==== MATERIAL PROVIDED

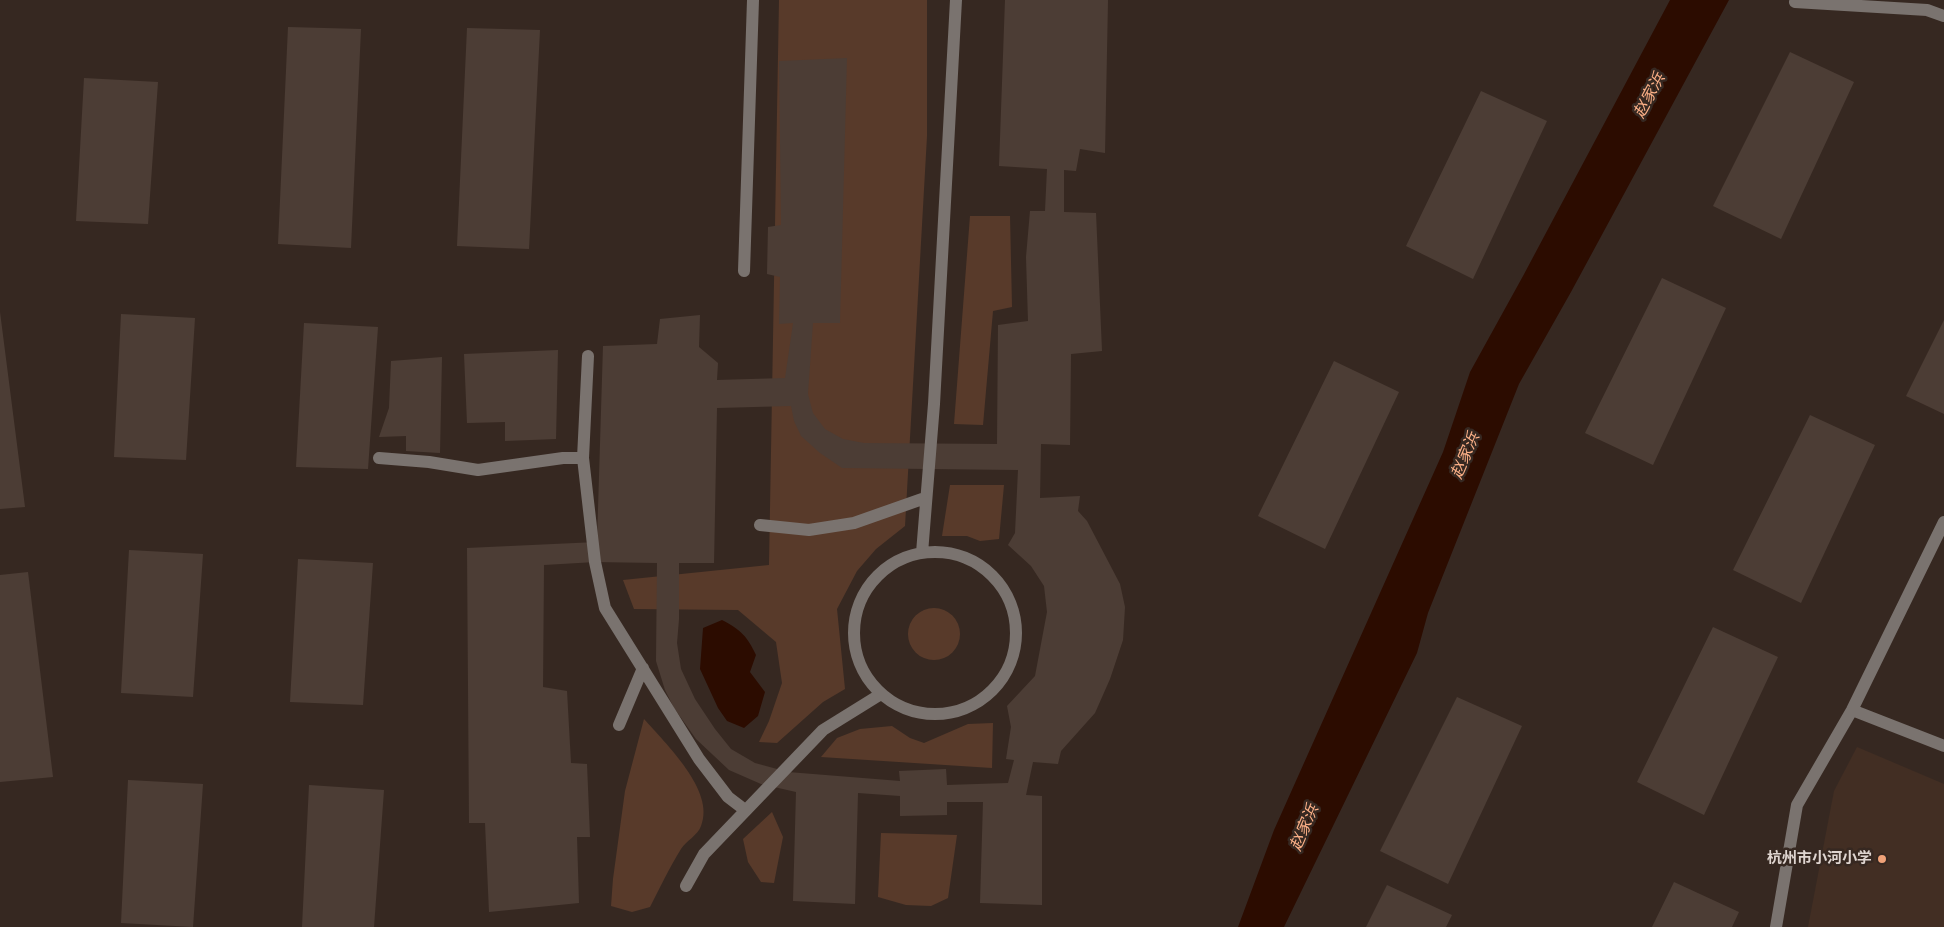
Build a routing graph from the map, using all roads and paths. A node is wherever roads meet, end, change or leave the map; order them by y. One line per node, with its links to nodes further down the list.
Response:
1 (753, 0): 5 (street)
2 (956, 0): 9 (street)
3 (1796, 0): 4 (street)
4 (1944, 16)
5 (744, 272)
6 (588, 356): 8 (street)
7 (379, 458): 8 (street)
8 (583, 458): 13 (street)
9 (926, 498): 11 (street); 12 (street)
10 (1944, 522): 15 (street)
11 (760, 525)
12 (922, 553): 14 (street); 14 (street)
13 (643, 668): 16 (street); 18 (street)
14 (882, 694): 18 (street)
15 (1852, 710): 17 (street); 20 (street)
16 (619, 725)
17 (1944, 746)
18 (745, 810): 19 (street)
19 (686, 886)
20 (1776, 927)

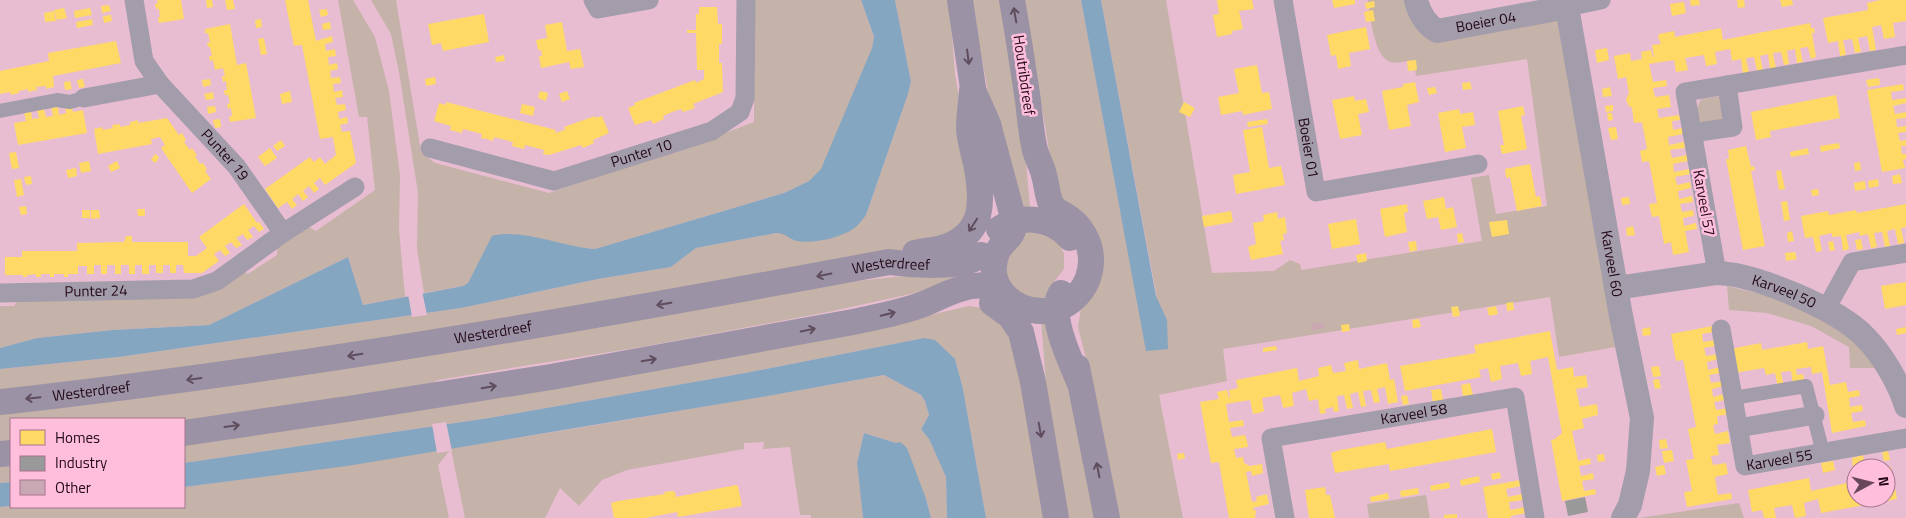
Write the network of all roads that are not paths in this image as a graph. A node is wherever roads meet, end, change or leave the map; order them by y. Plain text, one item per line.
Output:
1 (134, 0) edge
2 (593, 0) edge
3 (650, 0) edge
4 (746, 0) edge
5 (960, 0) edge
6 (1012, 0) edge
7 (1283, 0) edge
8 (1416, 0) edge
9 (1601, 0) edge
10 (1567, 7) junction
11 (1906, 55) edge
12 (160, 84) junction
13 (1727, 85) junction
14 (972, 90) junction
15 (84, 98) joint
16 (0, 110) edge
17 (1692, 133) junction
18 (430, 148) dead end
19 (1478, 164) dead end
20 (355, 187) dead end
21 (1053, 217) junction
22 (1007, 225) junction
23 (283, 233) junction
24 (1906, 253) edge
25 (981, 255) junction
26 (889, 262) junction
27 (1717, 273) junction
28 (1616, 288) junction
29 (989, 291) junction
30 (0, 293) edge
31 (1064, 305) junction
32 (1826, 309) junction
33 (1017, 312) junction
34 (1721, 330) dead end
35 (1733, 398) junction
36 (0, 402) edge
37 (1906, 406) edge
38 (1815, 415) junction
39 (1738, 428) junction
40 (185, 433) edge
41 (1906, 438) edge
42 (1823, 453) junction
43 (1056, 518) edge
44 (1108, 518) edge
45 (1285, 518) edge
46 (1535, 518) edge
47 (1623, 518) edge

1 - 12 street, Punter 19
2 - 3 street
4 - 18 street, Punter 10
5 -> 14 main road
21 -> 6 main road, Houtribdreef
7 - 19 street, Boeier 01
8 - 10 street, Boeier 04
9 - 10 street, Boeier 04
10 - 28 street, Karveel 60
11 - 13 street, Karveel 57
12 - 15 street
12 - 23 street, Punter 19
13 - 17 street
13 - 17 street, Karveel 57
14 - 22 main road
14 -> 26 main road
15 - 16 street
17 - 27 street, Karveel 57
20 - 23 street
21 - 22 main road
21 - 31 main road
22 - 25 main road
22 - 29 main road
23 - 30 street, Punter 24
24 - 32 street
25 - 26 main road, Westerdreef
25 - 29 main road
26 -> 36 main road, Westerdreef
27 - 28 street, Karveel 50
27 - 32 street, Karveel 50
28 - 47 street, Karveel 60
29 - 33 main road
40 -> 29 main road
31 - 33 main road
44 -> 31 main road
32 - 37 street, Karveel 50
33 -> 43 main road
34 - 35 street, Karveel 55
35 - 38 street, Karveel 55
35 - 39 street, Karveel 55
38 - 39 street
38 - 42 street, Karveel 55
39 - 42 street, Karveel 55
41 - 42 street, Karveel 55
45 - 46 street, Karveel 58

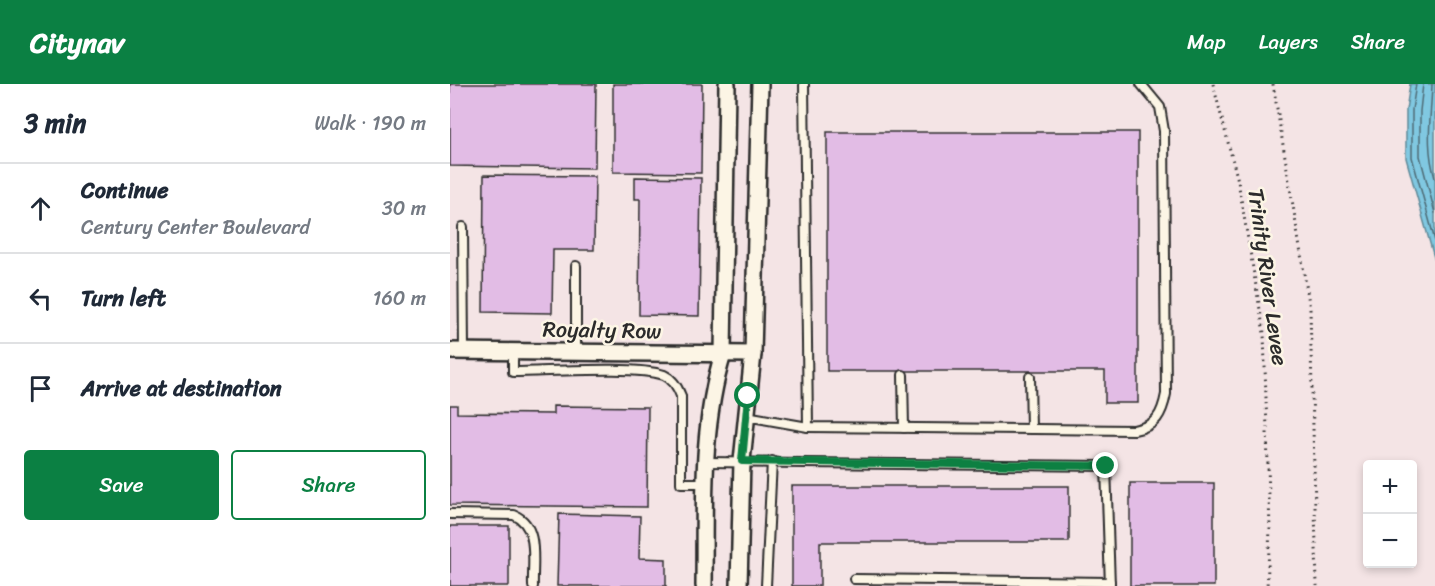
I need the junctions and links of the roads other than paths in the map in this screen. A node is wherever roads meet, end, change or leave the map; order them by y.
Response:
1 (727, 84) edge
2 (760, 84) edge
3 (804, 84) edge
4 (1141, 84) edge
5 (463, 227) dead end
6 (576, 266) dead end
7 (457, 351) edge
8 (513, 351) junction
9 (576, 352) junction
10 (613, 352) junction
11 (723, 354) junction
12 (753, 354) junction
13 (612, 371) junction
14 (903, 375) dead end
15 (1030, 377) dead end
16 (746, 416) junction
17 (808, 427) junction
18 (904, 428) junction
19 (1031, 429) junction
20 (742, 461) junction
21 (772, 461) junction
22 (705, 462) junction
23 (705, 483) junction
24 (450, 514) edge
25 (854, 579) dead end
26 (1110, 584) edge
27 (533, 586) edge
28 (704, 586) edge
29 (739, 586) edge
30 (766, 586) edge

1 - 11 street
2 - 12 street
3 - 17 lane
4 - 19 lane
5 - 7 lane
6 - 9 lane
7 - 8 street, Royalty Row
8 - 9 street, Royalty Row
8 - 13 lane
9 - 10 street, Royalty Row
10 - 11 street, Royalty Row
10 - 13 lane
11 - 12 street, Royalty Row
11 - 22 street
12 - 16 street
13 - 23 lane
14 - 18 lane
15 - 19 lane
16 - 17 lane
16 - 20 street
17 - 18 lane
18 - 19 lane
20 - 21 lane
20 - 22 lane
20 - 29 street
21 - 26 lane
21 - 30 lane
22 - 23 street
23 - 28 street
24 - 27 lane
25 - 26 lane

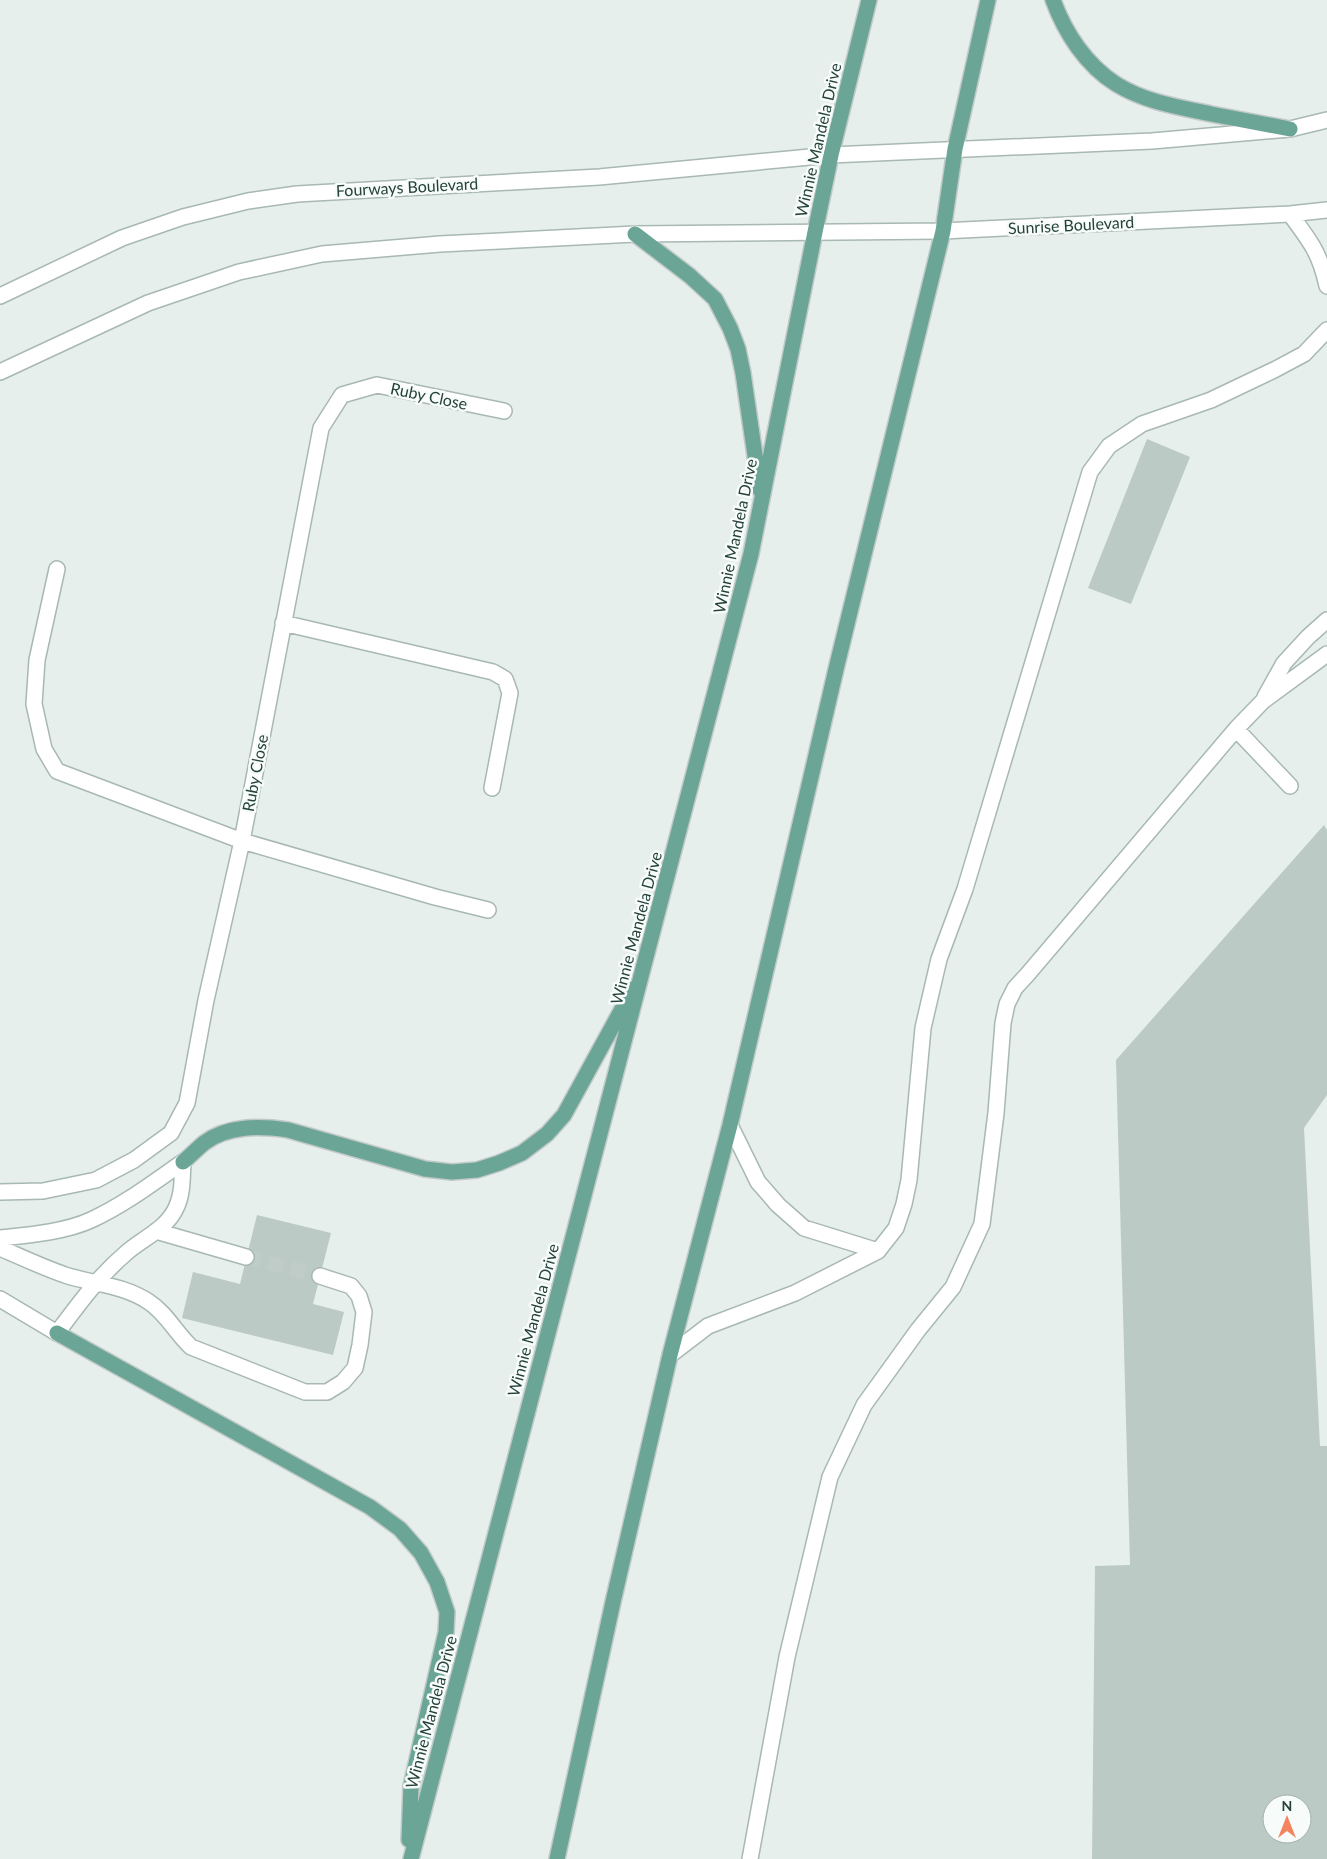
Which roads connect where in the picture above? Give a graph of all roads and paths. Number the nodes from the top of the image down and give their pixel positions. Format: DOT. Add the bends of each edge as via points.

========

● PROBLEM STATEMENT: Pictures in the records above are not copied; print everything else exactly.

● RESPONSE AREA:
Build a routing graph from the map, using all roads and paths. A node is wherever roads meet, end, change or leave the map; order them by y. One line per node, with its links to nodes further down the list.
Response:
1 (753, 0): 5 (street)
2 (956, 0): 9 (street)
3 (1796, 0): 4 (street)
4 (1944, 16)
5 (744, 272)
6 (588, 356): 8 (street)
7 (379, 458): 8 (street)
8 (583, 458): 13 (street)
9 (926, 498): 11 (street); 12 (street)
10 (1944, 522): 15 (street)
11 (760, 525)
12 (922, 553): 14 (street); 14 (street)
13 (643, 668): 16 (street); 18 (street)
14 (882, 694): 18 (street)
15 (1852, 710): 17 (street); 20 (street)
16 (619, 725)
17 (1944, 746)
18 (745, 810): 19 (street)
19 (686, 886)
20 (1776, 927)

Write the network of all roads that are not paths in this image as a graph. A node is wherever roads meet, end, change or leave the map; order them by y. Plain text, one item per line.
Output:
1 (134, 0) edge
2 (593, 0) edge
3 (650, 0) edge
4 (746, 0) edge
5 (960, 0) edge
6 (1012, 0) edge
7 (1283, 0) edge
8 (1416, 0) edge
9 (1601, 0) edge
10 (1567, 7) junction
11 (1906, 55) edge
12 (160, 84) junction
13 (1727, 85) junction
14 (972, 90) junction
15 (84, 98) joint
16 (0, 110) edge
17 (1692, 133) junction
18 (430, 148) dead end
19 (1478, 164) dead end
20 (355, 187) dead end
21 (1053, 217) junction
22 (1007, 225) junction
23 (283, 233) junction
24 (1906, 253) edge
25 (981, 255) junction
26 (889, 262) junction
27 (1717, 273) junction
28 (1616, 288) junction
29 (989, 291) junction
30 (0, 293) edge
31 (1064, 305) junction
32 (1826, 309) junction
33 (1017, 312) junction
34 (1721, 330) dead end
35 (1733, 398) junction
36 (0, 402) edge
37 (1906, 406) edge
38 (1815, 415) junction
39 (1738, 428) junction
40 (185, 433) edge
41 (1906, 438) edge
42 (1823, 453) junction
43 (1056, 518) edge
44 (1108, 518) edge
45 (1285, 518) edge
46 (1535, 518) edge
47 (1623, 518) edge

1 - 12 street, Punter 19
2 - 3 street
4 - 18 street, Punter 10
5 -> 14 main road
21 -> 6 main road, Houtribdreef
7 - 19 street, Boeier 01
8 - 10 street, Boeier 04
9 - 10 street, Boeier 04
10 - 28 street, Karveel 60
11 - 13 street, Karveel 57
12 - 15 street
12 - 23 street, Punter 19
13 - 17 street
13 - 17 street, Karveel 57
14 - 22 main road
14 -> 26 main road
15 - 16 street
17 - 27 street, Karveel 57
20 - 23 street
21 - 22 main road
21 - 31 main road
22 - 25 main road
22 - 29 main road
23 - 30 street, Punter 24
24 - 32 street
25 - 26 main road, Westerdreef
25 - 29 main road
26 -> 36 main road, Westerdreef
27 - 28 street, Karveel 50
27 - 32 street, Karveel 50
28 - 47 street, Karveel 60
29 - 33 main road
40 -> 29 main road
31 - 33 main road
44 -> 31 main road
32 - 37 street, Karveel 50
33 -> 43 main road
34 - 35 street, Karveel 55
35 - 38 street, Karveel 55
35 - 39 street, Karveel 55
38 - 39 street
38 - 42 street, Karveel 55
39 - 42 street, Karveel 55
41 - 42 street, Karveel 55
45 - 46 street, Karveel 58

I need the junctions and links of the roads other than paths in the map in this screen. A node is wherever roads meet, end, change or leave the map; order them by y.
Response:
1 (727, 84) edge
2 (760, 84) edge
3 (804, 84) edge
4 (1141, 84) edge
5 (463, 227) dead end
6 (576, 266) dead end
7 (457, 351) edge
8 (513, 351) junction
9 (576, 352) junction
10 (613, 352) junction
11 (723, 354) junction
12 (753, 354) junction
13 (612, 371) junction
14 (903, 375) dead end
15 (1030, 377) dead end
16 (746, 416) junction
17 (808, 427) junction
18 (904, 428) junction
19 (1031, 429) junction
20 (742, 461) junction
21 (772, 461) junction
22 (705, 462) junction
23 (705, 483) junction
24 (450, 514) edge
25 (854, 579) dead end
26 (1110, 584) edge
27 (533, 586) edge
28 (704, 586) edge
29 (739, 586) edge
30 (766, 586) edge

1 - 11 street
2 - 12 street
3 - 17 lane
4 - 19 lane
5 - 7 lane
6 - 9 lane
7 - 8 street, Royalty Row
8 - 9 street, Royalty Row
8 - 13 lane
9 - 10 street, Royalty Row
10 - 11 street, Royalty Row
10 - 13 lane
11 - 12 street, Royalty Row
11 - 22 street
12 - 16 street
13 - 23 lane
14 - 18 lane
15 - 19 lane
16 - 17 lane
16 - 20 street
17 - 18 lane
18 - 19 lane
20 - 21 lane
20 - 22 lane
20 - 29 street
21 - 26 lane
21 - 30 lane
22 - 23 street
23 - 28 street
24 - 27 lane
25 - 26 lane

Which roads connect where in the picture above? Give a graph of all roads and paths. Number the nodes from the top of the image down and give their pixel positions. Format: DOT. Add the bends of each edge as via points.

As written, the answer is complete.